Como habíamos mencionado anteriormente, la prostitución urbana intentó ser reglamentada y controlada, estuviera bajo dominio de una familia noble, es decir, de un particular, o bajo la administración y explotación directa de las autoridades civiles de la ciudad. Entre algunos de los requisitos exigidos por las autoridades figuraban: haber tenido una reunión con funcionarios municipales, quienes intentaban disuadir de tal camino poco moral, para adquirir la documentación autorizadora, ejercer la prostitución solo en la mancebía autorizada, no trabajar los domingos, dormir en la mancebía por la noche, no trabajar por las calles y rincones de la ciudad, vestir diferencialmente con el medio manto de color amarillo hacia el siglo XVI y luego sustituido por el color negro hacia el siglo XVII, no usar sombrero ni guantes, tampoco tenían permitido el uso de zapatillas[2]. Ello las separaba de las damas de bien y facilitaba la tarea de reconocimiento de las mismas por parte de las autoridades urbanas, pero también funcionaban para marcar, mediante ropa específica, los “diferentes” “modelos de mujeres” que existían al interior de la urbe en una sociedad en la cual la información visual se codificaba rápidamente. Sobre estas pautas de vestimenta diferencial en la Madrid del siglo XVII explica Villalba Pérez lo siguiente: “En cuanto al mantenimiento de esa imagen diferenciada de las prostitutas, parece que la Sala intentó hacer cumplir las limitaciones que marcaban las leyes en sus vestidos, pues en el inventario general de las causas criminales aparece alguna dama cortesana encausada por vestir sedas y en los libros de la Sala pueden encontrarse peticiones de ex prostitutas para poder vestir seda”[3].
Pero varias de las reglas que fomentaba el poder secular para encorsetar la actividad de los burdeles eran quebrantadas y eludidas, varias prostitutas pagaban algún soborno al alguacil para que hicieran la vista gorda durante la noche y pudieran salir a buscar ingresos adicionales por fuera del recinto establecido y del tiempo permitido; las reglamentaciones también buscaron evitar el abuso por parte de los “padres”, quienes eran reconocidos por el propio Ayuntamiento, al endeudar a las mujeres brindándoles servicio de cama, ropa y comida, con ello buscaban las autoridades permitir que las prostitutas lograran, lo más pronto posible, dejar ese trabajo infame y humillante pero que resultaba “necesario” para evitar violaciones de niñas menores o de mujeres desprevenidas en zonas portuarias o comerciales donde la “demanda sexual” de los jóvenes y adultos se hacía muy presente. En ese aspecto, se “toleraba” y “controlaba” la prostitución de las mujeres por ser beneficiosa económicamente para determinados sectores sociales (eclesiásticos o el propio Ayuntamiento brindando el alquiler de instalaciones para el ejercicio de la prostitución), pero también por evitar pecados mayores y conflictos sociales al “desviar” las pulsiones sexuales hacia un espacio determinado y, en intenciones, vigilado y regulado.
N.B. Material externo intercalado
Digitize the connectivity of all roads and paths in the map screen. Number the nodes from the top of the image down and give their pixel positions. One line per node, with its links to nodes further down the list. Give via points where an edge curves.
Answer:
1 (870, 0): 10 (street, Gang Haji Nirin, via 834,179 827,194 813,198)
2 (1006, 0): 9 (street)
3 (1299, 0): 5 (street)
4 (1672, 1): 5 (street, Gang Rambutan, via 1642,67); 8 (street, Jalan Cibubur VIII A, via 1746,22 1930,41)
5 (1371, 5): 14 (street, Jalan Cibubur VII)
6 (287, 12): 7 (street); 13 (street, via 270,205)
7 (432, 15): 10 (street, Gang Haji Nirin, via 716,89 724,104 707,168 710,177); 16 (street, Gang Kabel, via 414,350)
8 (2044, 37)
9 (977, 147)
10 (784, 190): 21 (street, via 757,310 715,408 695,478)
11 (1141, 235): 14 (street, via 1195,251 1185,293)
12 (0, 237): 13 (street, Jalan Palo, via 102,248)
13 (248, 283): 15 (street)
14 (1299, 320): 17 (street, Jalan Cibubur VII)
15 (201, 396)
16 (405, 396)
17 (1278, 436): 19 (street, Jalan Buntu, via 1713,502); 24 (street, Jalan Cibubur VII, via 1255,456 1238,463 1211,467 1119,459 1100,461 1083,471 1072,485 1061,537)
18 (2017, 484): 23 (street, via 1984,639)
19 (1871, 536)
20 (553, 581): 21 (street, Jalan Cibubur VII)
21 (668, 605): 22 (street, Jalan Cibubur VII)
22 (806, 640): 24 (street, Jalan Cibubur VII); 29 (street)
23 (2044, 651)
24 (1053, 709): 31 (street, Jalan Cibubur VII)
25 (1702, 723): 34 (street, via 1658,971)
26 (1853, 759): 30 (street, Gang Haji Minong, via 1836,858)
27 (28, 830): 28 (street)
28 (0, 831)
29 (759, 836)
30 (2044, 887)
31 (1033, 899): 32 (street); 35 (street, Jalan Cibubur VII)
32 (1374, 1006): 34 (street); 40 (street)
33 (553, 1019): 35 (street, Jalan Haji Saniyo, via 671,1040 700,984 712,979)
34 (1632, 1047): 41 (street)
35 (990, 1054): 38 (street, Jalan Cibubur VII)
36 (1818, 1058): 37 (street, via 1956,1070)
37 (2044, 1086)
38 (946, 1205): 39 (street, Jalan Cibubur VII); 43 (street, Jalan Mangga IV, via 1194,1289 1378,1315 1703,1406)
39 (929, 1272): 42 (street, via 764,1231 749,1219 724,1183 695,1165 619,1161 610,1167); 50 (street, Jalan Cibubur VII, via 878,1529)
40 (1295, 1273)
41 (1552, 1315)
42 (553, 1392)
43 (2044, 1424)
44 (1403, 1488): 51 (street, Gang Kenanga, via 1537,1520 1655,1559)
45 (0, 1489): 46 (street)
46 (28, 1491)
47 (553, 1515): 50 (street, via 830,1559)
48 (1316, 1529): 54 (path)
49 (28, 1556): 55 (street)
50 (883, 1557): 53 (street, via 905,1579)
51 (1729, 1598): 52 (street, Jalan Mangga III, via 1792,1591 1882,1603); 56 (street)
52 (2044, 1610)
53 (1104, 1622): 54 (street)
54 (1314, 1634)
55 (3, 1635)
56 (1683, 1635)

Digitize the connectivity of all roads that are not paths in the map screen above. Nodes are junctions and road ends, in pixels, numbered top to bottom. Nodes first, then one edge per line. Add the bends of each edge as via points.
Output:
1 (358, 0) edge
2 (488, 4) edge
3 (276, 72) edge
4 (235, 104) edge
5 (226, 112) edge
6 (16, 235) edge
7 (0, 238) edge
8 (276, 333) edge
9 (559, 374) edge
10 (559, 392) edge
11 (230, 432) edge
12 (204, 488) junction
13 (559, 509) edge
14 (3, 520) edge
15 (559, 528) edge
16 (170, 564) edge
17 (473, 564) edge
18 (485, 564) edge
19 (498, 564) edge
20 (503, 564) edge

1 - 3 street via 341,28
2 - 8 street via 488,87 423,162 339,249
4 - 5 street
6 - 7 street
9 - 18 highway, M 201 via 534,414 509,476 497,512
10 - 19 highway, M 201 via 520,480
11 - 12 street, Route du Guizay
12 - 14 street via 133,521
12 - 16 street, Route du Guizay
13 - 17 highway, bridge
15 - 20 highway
Este afán de las autoridades por mantener el buen funcionamiento de la sociedad urbana y del reino en su totalidad lidió desde varios frentes con la cuestión del sexo y de la sexualidad de la población, si la cuestión de la prostitución fue abordada desde la “tolerancia” por los intereses variados que se tejieron en ella y por los efectos paliativos que podía tener sobre los disturbios que podían causar los impulsos sexuales no satisfechos de la población masculina también se pretendió educar y controlar a los propios jóvenes en el manejo de su comportamiento sexual y competitivo para evitar su degradación y mal desenvolvimiento social. En conexión con la cuestión de las mancebías oficiales, se reglamentaba en Castilla que solo podían asistir solteros ya que a ese sector insatisfecho sexualmente se intentaba controlar mediante la oferta de los burdeles, también las prostitutas debían ser mujeres solteras. La mujer adúltera, muy mal vista moralmente, podía ser asesinada por su marido y este podía presentar pruebas de haber sido “cornudo” frente a la justicia para no recibir pena alguna. Muchos rufianes atracaban clientes haciéndoles creer que la prostituta era su mujer, para no matarlos en defensa de su “honor” les exigían todo el dinero que tuvieran encima.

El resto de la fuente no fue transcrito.